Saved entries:
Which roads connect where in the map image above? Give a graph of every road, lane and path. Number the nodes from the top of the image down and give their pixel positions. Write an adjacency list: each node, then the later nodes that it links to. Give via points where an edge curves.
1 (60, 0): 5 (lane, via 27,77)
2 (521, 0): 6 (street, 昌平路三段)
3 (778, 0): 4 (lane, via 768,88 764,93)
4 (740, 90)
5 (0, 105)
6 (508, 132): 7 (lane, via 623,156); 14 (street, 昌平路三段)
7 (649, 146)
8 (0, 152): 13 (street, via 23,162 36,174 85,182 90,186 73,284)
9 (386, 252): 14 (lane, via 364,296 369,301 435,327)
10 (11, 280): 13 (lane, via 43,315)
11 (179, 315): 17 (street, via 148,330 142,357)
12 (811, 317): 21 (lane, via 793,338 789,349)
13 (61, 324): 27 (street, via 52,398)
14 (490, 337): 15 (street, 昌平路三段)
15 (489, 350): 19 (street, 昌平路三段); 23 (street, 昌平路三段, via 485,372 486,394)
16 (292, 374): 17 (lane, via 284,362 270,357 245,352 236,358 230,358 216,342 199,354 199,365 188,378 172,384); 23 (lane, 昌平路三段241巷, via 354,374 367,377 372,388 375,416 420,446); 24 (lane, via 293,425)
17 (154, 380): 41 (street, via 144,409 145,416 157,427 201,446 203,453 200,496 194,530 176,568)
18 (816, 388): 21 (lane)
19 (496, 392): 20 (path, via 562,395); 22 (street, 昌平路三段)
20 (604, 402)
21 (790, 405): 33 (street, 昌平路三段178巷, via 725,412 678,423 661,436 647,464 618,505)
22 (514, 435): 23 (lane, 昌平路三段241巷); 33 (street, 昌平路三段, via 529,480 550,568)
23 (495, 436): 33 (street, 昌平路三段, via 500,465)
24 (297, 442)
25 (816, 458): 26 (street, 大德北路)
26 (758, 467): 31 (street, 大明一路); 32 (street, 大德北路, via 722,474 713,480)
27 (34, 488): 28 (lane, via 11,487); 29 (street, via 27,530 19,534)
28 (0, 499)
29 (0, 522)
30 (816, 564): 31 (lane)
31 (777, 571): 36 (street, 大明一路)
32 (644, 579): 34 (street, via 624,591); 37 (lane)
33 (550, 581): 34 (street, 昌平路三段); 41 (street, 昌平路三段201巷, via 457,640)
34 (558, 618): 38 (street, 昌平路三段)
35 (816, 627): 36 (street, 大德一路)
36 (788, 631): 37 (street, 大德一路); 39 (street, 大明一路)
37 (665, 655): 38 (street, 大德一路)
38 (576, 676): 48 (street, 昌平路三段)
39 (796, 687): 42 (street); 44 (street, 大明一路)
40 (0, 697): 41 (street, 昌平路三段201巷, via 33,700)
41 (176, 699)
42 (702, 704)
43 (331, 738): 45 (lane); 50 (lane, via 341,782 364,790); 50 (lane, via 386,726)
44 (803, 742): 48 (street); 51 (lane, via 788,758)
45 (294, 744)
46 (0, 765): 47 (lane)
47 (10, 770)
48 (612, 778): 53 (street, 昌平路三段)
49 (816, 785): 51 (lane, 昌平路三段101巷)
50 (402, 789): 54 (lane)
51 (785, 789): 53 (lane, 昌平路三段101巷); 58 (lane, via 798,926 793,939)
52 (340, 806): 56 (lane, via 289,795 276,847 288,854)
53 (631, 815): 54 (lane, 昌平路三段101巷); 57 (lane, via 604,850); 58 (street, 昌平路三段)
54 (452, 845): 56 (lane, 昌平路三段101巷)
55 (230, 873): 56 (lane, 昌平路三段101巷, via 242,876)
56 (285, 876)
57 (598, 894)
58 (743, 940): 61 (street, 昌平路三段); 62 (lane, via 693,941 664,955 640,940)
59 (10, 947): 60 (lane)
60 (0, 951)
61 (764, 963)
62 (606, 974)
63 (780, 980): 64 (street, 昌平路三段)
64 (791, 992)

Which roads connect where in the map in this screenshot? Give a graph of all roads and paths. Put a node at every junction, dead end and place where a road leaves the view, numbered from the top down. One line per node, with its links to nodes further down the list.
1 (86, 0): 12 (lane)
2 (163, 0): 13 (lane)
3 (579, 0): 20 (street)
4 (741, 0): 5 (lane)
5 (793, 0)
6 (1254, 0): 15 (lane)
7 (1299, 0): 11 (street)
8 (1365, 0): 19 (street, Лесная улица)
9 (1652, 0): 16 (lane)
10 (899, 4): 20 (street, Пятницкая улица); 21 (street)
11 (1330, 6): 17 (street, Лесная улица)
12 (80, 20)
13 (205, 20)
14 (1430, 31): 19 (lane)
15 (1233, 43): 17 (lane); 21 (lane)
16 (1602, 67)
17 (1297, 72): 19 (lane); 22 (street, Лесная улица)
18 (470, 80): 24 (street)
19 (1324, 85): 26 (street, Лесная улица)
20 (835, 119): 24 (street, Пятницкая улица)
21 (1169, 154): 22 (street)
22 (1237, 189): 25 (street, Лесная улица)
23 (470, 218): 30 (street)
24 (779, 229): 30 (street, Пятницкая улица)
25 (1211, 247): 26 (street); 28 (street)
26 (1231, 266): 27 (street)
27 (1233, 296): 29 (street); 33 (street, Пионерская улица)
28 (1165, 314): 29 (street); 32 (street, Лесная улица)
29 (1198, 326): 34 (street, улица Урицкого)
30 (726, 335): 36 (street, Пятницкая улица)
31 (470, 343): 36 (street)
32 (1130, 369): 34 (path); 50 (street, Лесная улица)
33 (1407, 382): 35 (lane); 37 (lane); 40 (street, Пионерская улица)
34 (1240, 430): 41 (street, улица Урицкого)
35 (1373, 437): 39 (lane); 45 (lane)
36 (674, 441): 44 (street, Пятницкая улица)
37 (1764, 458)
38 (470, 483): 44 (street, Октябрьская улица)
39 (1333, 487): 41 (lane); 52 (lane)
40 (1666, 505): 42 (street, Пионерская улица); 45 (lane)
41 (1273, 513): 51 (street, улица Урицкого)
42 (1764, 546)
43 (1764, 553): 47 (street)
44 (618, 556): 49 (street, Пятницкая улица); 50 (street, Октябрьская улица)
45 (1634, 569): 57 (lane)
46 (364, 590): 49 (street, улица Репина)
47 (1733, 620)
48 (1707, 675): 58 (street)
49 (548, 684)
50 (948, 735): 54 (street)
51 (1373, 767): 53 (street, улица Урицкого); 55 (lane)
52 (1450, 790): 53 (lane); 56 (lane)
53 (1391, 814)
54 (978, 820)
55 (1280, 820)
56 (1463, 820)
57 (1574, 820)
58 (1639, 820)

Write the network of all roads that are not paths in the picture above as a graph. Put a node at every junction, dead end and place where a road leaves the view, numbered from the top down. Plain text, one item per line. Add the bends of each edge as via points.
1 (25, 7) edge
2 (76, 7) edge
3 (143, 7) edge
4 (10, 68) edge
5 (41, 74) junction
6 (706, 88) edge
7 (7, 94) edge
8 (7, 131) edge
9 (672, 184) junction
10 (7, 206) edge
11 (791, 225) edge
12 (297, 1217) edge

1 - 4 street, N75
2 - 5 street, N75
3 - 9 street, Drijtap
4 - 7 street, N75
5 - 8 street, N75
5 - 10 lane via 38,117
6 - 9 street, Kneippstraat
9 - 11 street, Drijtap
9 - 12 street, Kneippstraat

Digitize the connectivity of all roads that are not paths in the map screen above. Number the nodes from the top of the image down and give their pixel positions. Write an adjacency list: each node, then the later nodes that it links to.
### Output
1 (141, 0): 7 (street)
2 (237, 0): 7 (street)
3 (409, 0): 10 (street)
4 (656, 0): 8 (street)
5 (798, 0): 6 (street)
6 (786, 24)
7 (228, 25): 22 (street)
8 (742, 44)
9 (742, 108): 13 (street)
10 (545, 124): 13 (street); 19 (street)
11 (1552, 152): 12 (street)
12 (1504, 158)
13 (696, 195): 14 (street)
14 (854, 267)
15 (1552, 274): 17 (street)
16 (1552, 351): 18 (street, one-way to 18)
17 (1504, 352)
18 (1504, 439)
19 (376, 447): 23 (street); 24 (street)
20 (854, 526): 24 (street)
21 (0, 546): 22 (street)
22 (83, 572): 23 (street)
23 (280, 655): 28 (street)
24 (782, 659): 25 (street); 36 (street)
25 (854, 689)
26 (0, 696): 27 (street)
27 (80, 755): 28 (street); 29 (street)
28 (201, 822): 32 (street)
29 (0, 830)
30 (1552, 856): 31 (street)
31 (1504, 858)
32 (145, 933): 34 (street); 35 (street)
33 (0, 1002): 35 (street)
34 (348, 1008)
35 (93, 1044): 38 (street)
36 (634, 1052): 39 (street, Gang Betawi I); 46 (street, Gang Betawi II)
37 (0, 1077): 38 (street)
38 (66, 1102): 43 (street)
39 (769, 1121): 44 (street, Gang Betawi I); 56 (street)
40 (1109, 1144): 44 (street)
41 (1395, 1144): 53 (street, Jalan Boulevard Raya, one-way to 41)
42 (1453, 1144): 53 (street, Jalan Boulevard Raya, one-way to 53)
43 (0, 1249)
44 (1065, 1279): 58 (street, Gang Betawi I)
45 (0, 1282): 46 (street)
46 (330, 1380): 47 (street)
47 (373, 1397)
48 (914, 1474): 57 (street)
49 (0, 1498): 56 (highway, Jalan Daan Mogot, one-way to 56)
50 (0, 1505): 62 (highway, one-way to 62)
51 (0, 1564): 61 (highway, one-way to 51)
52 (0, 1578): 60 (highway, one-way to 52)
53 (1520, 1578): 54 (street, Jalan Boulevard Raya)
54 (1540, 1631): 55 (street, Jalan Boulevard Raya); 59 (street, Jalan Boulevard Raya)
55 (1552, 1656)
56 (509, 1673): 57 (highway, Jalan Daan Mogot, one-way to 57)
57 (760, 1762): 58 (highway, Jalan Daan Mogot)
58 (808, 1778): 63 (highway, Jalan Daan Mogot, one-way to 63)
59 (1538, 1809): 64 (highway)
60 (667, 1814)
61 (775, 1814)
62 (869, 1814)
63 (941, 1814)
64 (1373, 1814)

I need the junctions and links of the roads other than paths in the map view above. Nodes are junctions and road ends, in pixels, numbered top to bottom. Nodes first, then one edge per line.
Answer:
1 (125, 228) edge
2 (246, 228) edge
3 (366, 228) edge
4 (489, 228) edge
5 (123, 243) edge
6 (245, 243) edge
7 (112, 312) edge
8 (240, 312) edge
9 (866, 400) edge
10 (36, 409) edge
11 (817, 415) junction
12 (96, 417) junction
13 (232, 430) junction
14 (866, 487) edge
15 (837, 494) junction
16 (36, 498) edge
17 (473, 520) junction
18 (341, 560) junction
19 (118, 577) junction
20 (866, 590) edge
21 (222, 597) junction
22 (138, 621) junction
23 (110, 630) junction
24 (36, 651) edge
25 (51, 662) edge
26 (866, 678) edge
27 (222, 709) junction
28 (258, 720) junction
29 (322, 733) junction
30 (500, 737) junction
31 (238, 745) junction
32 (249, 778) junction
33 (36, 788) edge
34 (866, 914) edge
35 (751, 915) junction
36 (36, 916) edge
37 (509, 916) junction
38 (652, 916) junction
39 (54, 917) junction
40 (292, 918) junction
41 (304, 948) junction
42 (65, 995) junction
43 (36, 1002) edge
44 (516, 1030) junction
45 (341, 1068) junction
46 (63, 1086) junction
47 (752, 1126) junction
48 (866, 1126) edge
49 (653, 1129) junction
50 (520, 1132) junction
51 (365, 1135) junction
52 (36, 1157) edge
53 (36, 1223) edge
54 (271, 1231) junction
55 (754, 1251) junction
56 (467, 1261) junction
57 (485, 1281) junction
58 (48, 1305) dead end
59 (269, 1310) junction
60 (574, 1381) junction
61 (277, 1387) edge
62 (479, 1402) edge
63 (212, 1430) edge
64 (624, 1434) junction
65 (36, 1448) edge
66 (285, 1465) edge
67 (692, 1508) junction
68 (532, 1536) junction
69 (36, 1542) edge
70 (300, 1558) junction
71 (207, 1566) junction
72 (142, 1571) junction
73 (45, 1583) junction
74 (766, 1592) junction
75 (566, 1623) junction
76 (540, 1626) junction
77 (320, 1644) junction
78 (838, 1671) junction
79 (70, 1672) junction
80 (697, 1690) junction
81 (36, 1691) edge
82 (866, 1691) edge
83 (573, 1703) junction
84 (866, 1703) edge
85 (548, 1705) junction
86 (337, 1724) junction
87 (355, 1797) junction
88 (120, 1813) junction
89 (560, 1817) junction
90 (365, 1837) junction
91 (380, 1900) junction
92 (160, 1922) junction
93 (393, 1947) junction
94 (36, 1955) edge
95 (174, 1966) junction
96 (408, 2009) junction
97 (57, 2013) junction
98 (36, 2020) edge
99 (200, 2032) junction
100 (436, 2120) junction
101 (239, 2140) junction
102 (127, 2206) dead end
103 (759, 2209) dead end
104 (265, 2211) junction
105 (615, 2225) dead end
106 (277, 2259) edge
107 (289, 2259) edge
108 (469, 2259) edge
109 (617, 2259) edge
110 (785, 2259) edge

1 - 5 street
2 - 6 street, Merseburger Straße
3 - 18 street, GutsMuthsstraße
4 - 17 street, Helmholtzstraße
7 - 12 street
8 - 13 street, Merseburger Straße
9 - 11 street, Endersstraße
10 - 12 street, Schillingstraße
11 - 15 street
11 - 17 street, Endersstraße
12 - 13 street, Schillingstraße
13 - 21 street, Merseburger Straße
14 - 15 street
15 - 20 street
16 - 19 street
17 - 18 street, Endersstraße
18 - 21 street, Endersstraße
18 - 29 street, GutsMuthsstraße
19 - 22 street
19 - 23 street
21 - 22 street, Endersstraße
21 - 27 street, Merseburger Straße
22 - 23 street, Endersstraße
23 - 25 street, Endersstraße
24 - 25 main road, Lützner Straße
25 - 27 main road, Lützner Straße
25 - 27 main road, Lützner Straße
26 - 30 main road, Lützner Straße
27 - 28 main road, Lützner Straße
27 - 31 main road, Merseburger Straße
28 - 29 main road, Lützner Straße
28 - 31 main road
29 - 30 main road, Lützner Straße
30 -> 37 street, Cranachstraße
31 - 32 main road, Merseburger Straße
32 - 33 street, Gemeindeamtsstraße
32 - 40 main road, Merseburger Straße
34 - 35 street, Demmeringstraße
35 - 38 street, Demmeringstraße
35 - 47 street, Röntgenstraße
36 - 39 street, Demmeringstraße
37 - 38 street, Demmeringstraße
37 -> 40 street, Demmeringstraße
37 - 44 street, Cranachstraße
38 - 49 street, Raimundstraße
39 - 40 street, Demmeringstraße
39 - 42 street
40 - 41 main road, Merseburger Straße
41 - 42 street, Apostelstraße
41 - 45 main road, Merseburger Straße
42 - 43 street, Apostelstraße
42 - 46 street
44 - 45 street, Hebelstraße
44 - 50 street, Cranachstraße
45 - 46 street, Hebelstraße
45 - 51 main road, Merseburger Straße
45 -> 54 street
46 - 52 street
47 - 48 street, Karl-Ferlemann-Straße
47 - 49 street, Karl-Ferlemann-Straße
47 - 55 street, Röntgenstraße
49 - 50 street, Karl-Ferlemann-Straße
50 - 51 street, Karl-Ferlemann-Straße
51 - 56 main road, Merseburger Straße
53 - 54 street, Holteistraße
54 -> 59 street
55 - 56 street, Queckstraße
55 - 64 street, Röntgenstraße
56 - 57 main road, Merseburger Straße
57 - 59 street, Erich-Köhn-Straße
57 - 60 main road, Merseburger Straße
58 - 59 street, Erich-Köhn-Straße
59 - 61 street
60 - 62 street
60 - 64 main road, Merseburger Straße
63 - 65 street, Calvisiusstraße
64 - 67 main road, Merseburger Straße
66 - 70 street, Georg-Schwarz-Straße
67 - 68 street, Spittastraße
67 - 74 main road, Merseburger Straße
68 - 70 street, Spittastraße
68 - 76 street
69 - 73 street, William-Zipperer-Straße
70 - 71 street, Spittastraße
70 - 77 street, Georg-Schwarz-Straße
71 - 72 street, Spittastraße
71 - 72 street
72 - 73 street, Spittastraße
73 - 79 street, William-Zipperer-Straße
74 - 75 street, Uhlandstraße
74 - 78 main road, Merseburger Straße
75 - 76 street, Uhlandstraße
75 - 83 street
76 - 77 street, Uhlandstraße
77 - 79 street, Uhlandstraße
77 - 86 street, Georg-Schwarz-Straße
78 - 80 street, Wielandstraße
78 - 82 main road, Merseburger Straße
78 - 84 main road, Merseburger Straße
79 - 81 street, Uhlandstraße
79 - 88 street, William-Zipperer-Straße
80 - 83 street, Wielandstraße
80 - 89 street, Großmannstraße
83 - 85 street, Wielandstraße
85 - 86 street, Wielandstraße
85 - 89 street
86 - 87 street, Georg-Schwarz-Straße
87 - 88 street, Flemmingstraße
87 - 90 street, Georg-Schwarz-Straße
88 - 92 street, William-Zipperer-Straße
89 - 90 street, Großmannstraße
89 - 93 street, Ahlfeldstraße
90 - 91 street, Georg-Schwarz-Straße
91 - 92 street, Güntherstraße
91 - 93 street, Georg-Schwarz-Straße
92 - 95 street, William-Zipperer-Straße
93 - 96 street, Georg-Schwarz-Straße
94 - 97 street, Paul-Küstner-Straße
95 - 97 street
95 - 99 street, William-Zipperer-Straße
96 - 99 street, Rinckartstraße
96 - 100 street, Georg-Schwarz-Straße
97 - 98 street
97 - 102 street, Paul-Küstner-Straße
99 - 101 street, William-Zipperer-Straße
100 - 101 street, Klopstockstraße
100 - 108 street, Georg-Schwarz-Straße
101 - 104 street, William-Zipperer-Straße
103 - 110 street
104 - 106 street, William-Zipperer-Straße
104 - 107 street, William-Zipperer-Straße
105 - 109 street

### Exercise instructions
Look through the lines above and collect those with the word "Apostelstraße".

### Result of the task
41 - 42 street, Apostelstraße
42 - 43 street, Apostelstraße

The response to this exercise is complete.